**Task statement**:
Search the data for "الأول". Return each matching line.

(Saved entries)
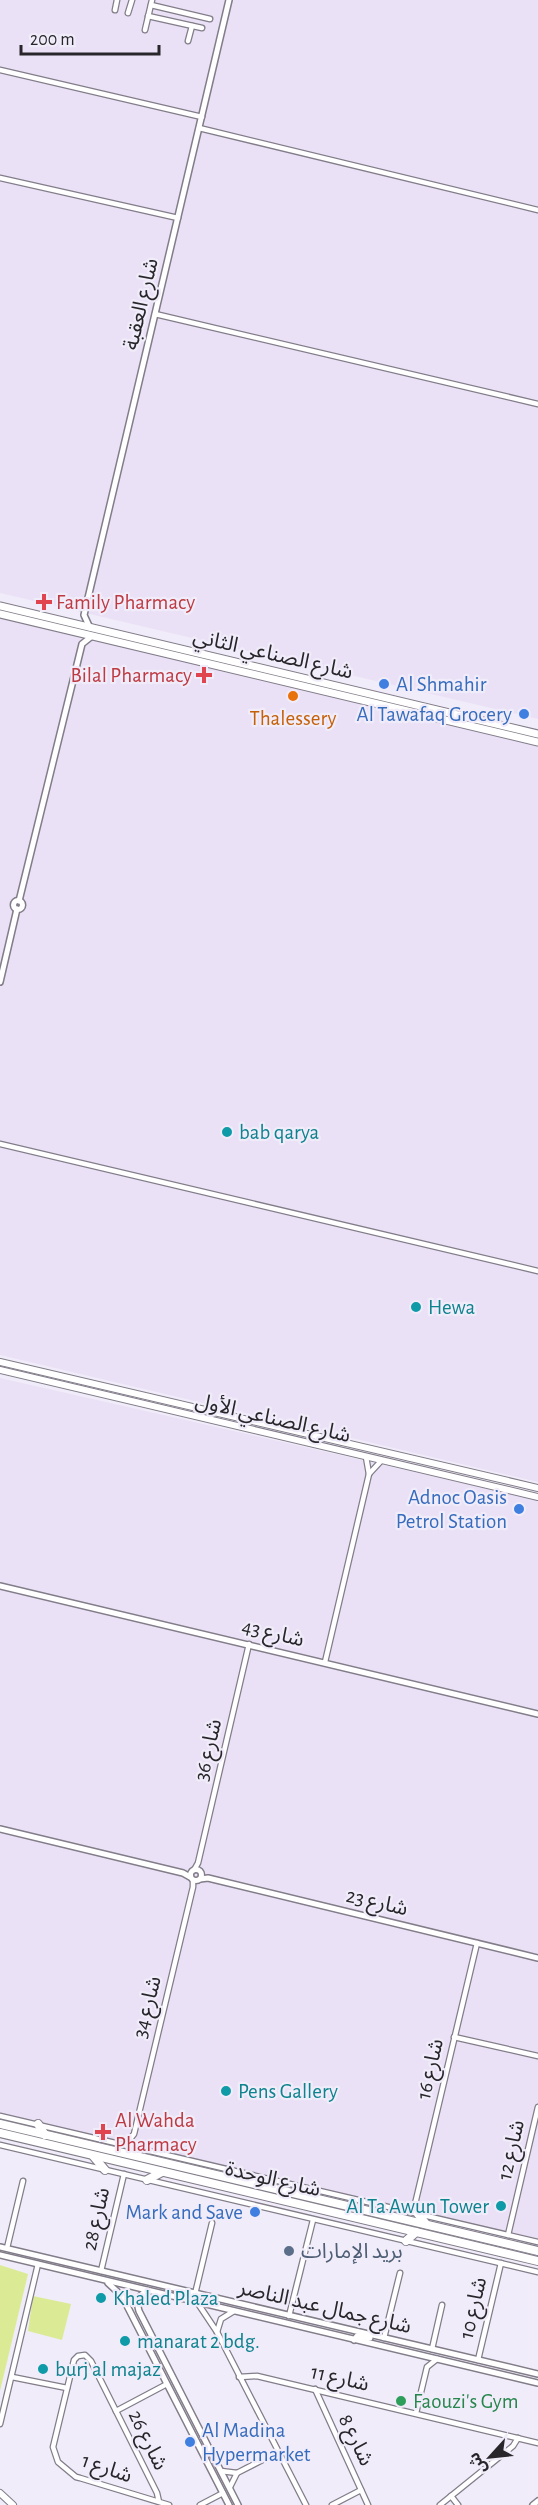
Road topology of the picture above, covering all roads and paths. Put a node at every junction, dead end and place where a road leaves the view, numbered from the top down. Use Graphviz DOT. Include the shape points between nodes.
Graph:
graph roads {
  1 [pos="117,0"];
  2 [pos="132,0"];
  3 [pos="229,0"];
  4 [pos="151,3"];
  5 [pos="115,10"];
  6 [pos="184,13"];
  7 [pos="128,14"];
  8 [pos="148,16"];
  9 [pos="210,19"];
  10 [pos="182,24"];
  11 [pos="192,26"];
  12 [pos="202,28"];
  13 [pos="145,30"];
  14 [pos="188,41"];
  15 [pos="0,70"];
  16 [pos="202,117"];
  17 [pos="199,128"];
  18 [pos="0,178"];
  19 [pos="538,210"];
  20 [pos="178,218"];
  21 [pos="155,314"];
  22 [pos="538,404"];
  23 [pos="0,606"];
  24 [pos="0,614"];
  25 [pos="84,615"];
  26 [pos="73,624"];
  27 [pos="91,632"];
  28 [pos="76,633"];
  29 [pos="82,644"];
  30 [pos="538,736"];
  31 [pos="0,982"];
  32 [pos="0,1144"];
  33 [pos="538,1271"];
  34 [pos="0,1362"];
  35 [pos="0,1370"];
  36 [pos="366,1457"];
  37 [pos="381,1461"];
  38 [pos="369,1474"];
  39 [pos="538,1488"];
  40 [pos="538,1497"];
  41 [pos="0,1586"];
  42 [pos="249,1644"];
  43 [pos="325,1662"];
  44 [pos="538,1714"];
  45 [pos="0,1829"];
  46 [pos="196,1877"];
  47 [pos="477,1943"];
  48 [pos="538,1958"];
  49 [pos="454,2037"];
  50 [pos="538,2056"];
  51 [pos="538,2107"];
  52 [pos="0,2116"];
  53 [pos="0,2124"];
  54 [pos="38,2124"];
  55 [pos="0,2133"];
  56 [pos="45,2134"];
  57 [pos="134,2134"];
  58 [pos="531,2140"];
  59 [pos="538,2142"];
  60 [pos="0,2145"];
  61 [pos="125,2145"];
  62 [pos="138,2148"];
  63 [pos="92,2155"];
  64 [pos="143,2157"];
  65 [pos="231,2169"];
  66 [pos="105,2170"];
  67 [pos="162,2172"];
  68 [pos="124,2174"];
  69 [pos="219,2175"];
  70 [pos="147,2180"];
  71 [pos="22,2181"];
  72 [pos="414,2213"];
  73 [pos="313,2220"];
  74 [pos="212,2223"];
  75 [pos="426,2224"];
  76 [pos="416,2232"];
  77 [pos="508,2235"];
  78 [pos="406,2241"];
  79 [pos="537,2246"];
  80 [pos="2,2249"];
  81 [pos="0,2255"];
  82 [pos="538,2261"];
  83 [pos="501,2263"];
  84 [pos="38,2264"];
  85 [pos="101,2271"];
  86 [pos="538,2272"];
  87 [pos="400,2273"];
  88 [pos="105,2280"];
  89 [pos="149,2291"];
  90 [pos="195,2294"];
  91 [pos="197,2302"];
  92 [pos="442,2305"];
  93 [pos="234,2311"];
  94 [pos="289,2316"];
  95 [pos="324,2324"];
  96 [pos="298,2325"];
  97 [pos="217,2332"];
  98 [pos="374,2336"];
  99 [pos="384,2338"];
  100 [pos="354,2340"];
  101 [pos="149,2349"];
  102 [pos="432,2349"];
  103 [pos="421,2355"];
  104 [pos="436,2359"];
  105 [pos="478,2360"];
  106 [pos="428,2367"];
  107 [pos="170,2371"];
  108 [pos="538,2374"];
  109 [pos="12,2377"];
  110 [pos="240,2377"];
  111 [pos="538,2383"];
  112 [pos="167,2384"];
  113 [pos="67,2388"];
  114 [pos="315,2389"];
  115 [pos="116,2411"];
  116 [pos="416,2413"];
  117 [pos="0,2424"];
  118 [pos="518,2438"];
  119 [pos="538,2443"];
  120 [pos="278,2452"];
  121 [pos="221,2471"];
  122 [pos="237,2473"];
  123 [pos="230,2487"];
  124 [pos="361,2490"];
  125 [pos="0,2493"];
  126 [pos="223,2493"];
  127 [pos="451,2496"];
  128 [pos="538,2501"];
  129 [pos="159,2502"];
  130 [pos="13,2505"];
  131 [pos="169,2505"];
  132 [pos="200,2505"];
  133 [pos="229,2505"];
  134 [pos="238,2505"];
  135 [pos="306,2505"];
  136 [pos="332,2505"];
  137 [pos="369,2505"];
  138 [pos="440,2505"];
  139 [pos="458,2505"];
  140 [pos="534,2505"];
  1 -- 5 [label="street"];
  2 -- 7 [label="street"];
  3 -- 16 [label="street, شارع العقبة"];
  4 -- 6 [label="street"];
  4 -- 8 [label="street"];
  6 -- 9 [label="street"];
  6 -- 10 [label="street"];
  8 -- 10 [label="street"];
  8 -- 13 [label="street"];
  10 -- 11 [label="street"];
  11 -- 12 [label="street"];
  11 -- 14 [label="street"];
  15 -- 16 [label="street"];
  16 -- 17 [label="street, شارع العقبة"];
  17 -- 19 [label="street"];
  17 -- 20 [label="street, شارع العقبة"];
  18 -- 20 [label="street"];
  20 -- 21 [label="street, شارع العقبة"];
  21 -- 22 [label="street"];
  21 -- 25 [label="street, شارع العقبة"];
  23 -- 26 [label="main road, شارع الصناعي الثاني"];
  24 -- 28 [label="main road, شارع الصناعي الثاني"];
  25 -- 26 [label="street"];
  25 -- 27 [label="street"];
  26 -- 27 [label="main road, شارع الصناعي الثاني"];
  27 -- 28 [label="main road, شارع الصناعي الثاني"];
  27 -- 29 [label="street"];
  27 -- 30 [label="main road, شارع الصناعي الثاني"];
  28 -- 29 [label="street"];
  29 -- 31 [label="street" via="19,901 14,904 17,909"];
  32 -- 33 [label="street"];
  34 -- 39 [label="main road, شارع الصناعي الأول"];
  35 -- 36 [label="main road, شارع الصناعي الأول"];
  36 -- 37 [label="main road, شارع الصناعي الأول"];
  36 -- 38 [label="street"];
  37 -- 38 [label="street"];
  37 -- 40 [label="main road, شارع الصناعي الأول"];
  38 -- 43 [label="street"];
  41 -- 42 [label="street, شارع 43"];
  42 -- 43 [label="street, شارع 43"];
  42 -- 46 [label="street, شارع 36"];
  43 -- 44 [label="street, شارع 43"];
  45 -- 46 [label="street"];
  46 -- 47 [label="street, شارع 23"];
  46 -- 57 [label="street, شارع 34"];
  47 -- 48 [label="street, شارع 23"];
  47 -- 49 [label="street, شارع 16"];
  49 -- 50 [label="street"];
  49 -- 72 [label="street, شارع 16"];
  51 -- 58 [label="street, شارع 12"];
  52 -- 54 [label="street"];
  53 -- 56 [label="highway, شارع الوحدة"];
  54 -- 56 [label="highway"];
  54 -- 61 [label="street"];
  55 -- 63 [label="highway, شارع الوحدة"];
  56 -- 64 [label="highway, شارع الوحدة"];
  57 -- 61 [label="street, شارع 34"];
  57 -- 62 [label="street, شارع 34"];
  58 -- 59 [label="street"];
  58 -- 77 [label="street, شارع 12"];
  60 -- 66 [label="street"];
  61 -- 62 [label="street"];
  62 -- 64 [label="highway"];
  62 -- 65 [label="street"];
  63 -- 66 [label="highway"];
  63 -- 67 [label="highway, شارع الوحدة"];
  64 -- 69 [label="highway, شارع الوحدة"];
  65 -- 69 [label="highway"];
  65 -- 72 [label="street"];
  66 -- 68 [label="street"];
  67 -- 70 [label="highway"];
  67 -- 76 [label="highway, شارع الوحدة"];
  68 -- 70 [label="street"];
  68 -- 85 [label="street, شارع 28"];
  69 -- 75 [label="highway, شارع الوحدة"];
  70 -- 73 [label="street"];
  71 -- 80 [label="street"];
  72 -- 75 [label="highway"];
  72 -- 77 [label="street"];
  73 -- 78 [label="street"];
  73 -- 94 [label="street"];
  74 -- 90 [label="street"];
  75 -- 79 [label="highway, شارع الوحدة"];
  76 -- 78 [label="highway"];
  76 -- 82 [label="highway, شارع الوحدة"];
  77 -- 79 [label="street"];
  78 -- 83 [label="street"];
  80 -- 85 [label="street, شارع جمال عبد الناصر"];
  81 -- 84 [label="street, شارع جمال عبد الناصر"];
  83 -- 86 [label="street"];
  83 -- 105 [label="street, شارع 10"];
  84 -- 88 [label="street, شارع جمال عبد الناصر"];
  84 -- 109 [label="street"];
  85 -- 90 [label="street, شارع جمال عبد الناصر"];
  87 -- 99 [label="street"];
  88 -- 89 [label="street, شارع جمال عبد الناصر"];
  88 -- 101 [label="street" via="122,2296"];
  89 -- 91 [label="street, شارع جمال عبد الناصر"];
  89 -- 107 [label="street" via="140,2296 138,2308"];
  90 -- 94 [label="street, شارع جمال عبد الناصر"];
  91 -- 93 [label="street, شارع جمال عبد الناصر"];
  91 -- 97 [label="street"];
  92 -- 102 [label="street"];
  93 -- 96 [label="street, شارع جمال عبد الناصر"];
  93 -- 97 [label="street" via="220,2319"];
  94 -- 95 [label="street, شارع جمال عبد الناصر"];
  95 -- 96 [label="street" via="323,2329"];
  95 -- 98 [label="street, شارع جمال عبد الناصر"];
  96 -- 100 [label="street, شارع جمال عبد الناصر"];
  97 -- 110 [label="street"];
  98 -- 99 [label="street, شارع جمال عبد الناصر"];
  98 -- 100 [label="street" via="357,2336"];
  99 -- 102 [label="street, شارع جمال عبد الناصر"];
  100 -- 103 [label="street, شارع جمال عبد الناصر"];
  101 -- 107 [label="street" via="155,2349"];
  101 -- 112 [label="street"];
  102 -- 105 [label="street, شارع جمال عبد الناصر"];
  103 -- 104 [label="street, شارع جمال عبد الناصر"];
  103 -- 106 [label="street"];
  104 -- 106 [label="street"];
  104 -- 111 [label="street, شارع جمال عبد الناصر"];
  105 -- 108 [label="street, شارع جمال عبد الناصر"];
  106 -- 116 [label="street"];
  107 -- 121 [label="street"];
  109 -- 113 [label="street"];
  109 -- 117 [label="street"];
  110 -- 114 [label="street, شارع 11" via="257,2376"];
  110 -- 120 [label="street"];
  112 -- 115 [label="street"];
  112 -- 126 [label="street"];
  113 -- 115 [label="street, شارع 26" via="76,2358 85,2355"];
  113 -- 129 [label="street, شارع 1" via="54,2443 56,2459 73,2475"];
  114 -- 116 [label="street, شارع 11"];
  114 -- 124 [label="street, شارع 8"];
  115 -- 129 [label="street, شارع 26"];
  116 -- 118 [label="street, شارع 11"];
  118 -- 119 [label="street, شارع 11"];
  118 -- 127 [label="street"];
  120 -- 122 [label="street"];
  120 -- 135 [label="street"];
  121 -- 122 [label="street"];
  121 -- 123 [label="street"];
  122 -- 123 [label="street"];
  123 -- 134 [label="street"];
  124 -- 136 [label="street"];
  124 -- 137 [label="street, شارع 8"];
  125 -- 130 [label="main road"];
  126 -- 132 [label="street"];
  126 -- 133 [label="street"];
  127 -- 138 [label="street"];
  127 -- 139 [label="street"];
  128 -- 140 [label="street"];
  129 -- 131 [label="street, شارع 1"];
}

**Response for this exercise**:
  34 -- 39 [label="main road, شارع الصناعي الأول"];
  35 -- 36 [label="main road, شارع الصناعي الأول"];
  36 -- 37 [label="main road, شارع الصناعي الأول"];
  37 -- 40 [label="main road, شارع الصناعي الأول"];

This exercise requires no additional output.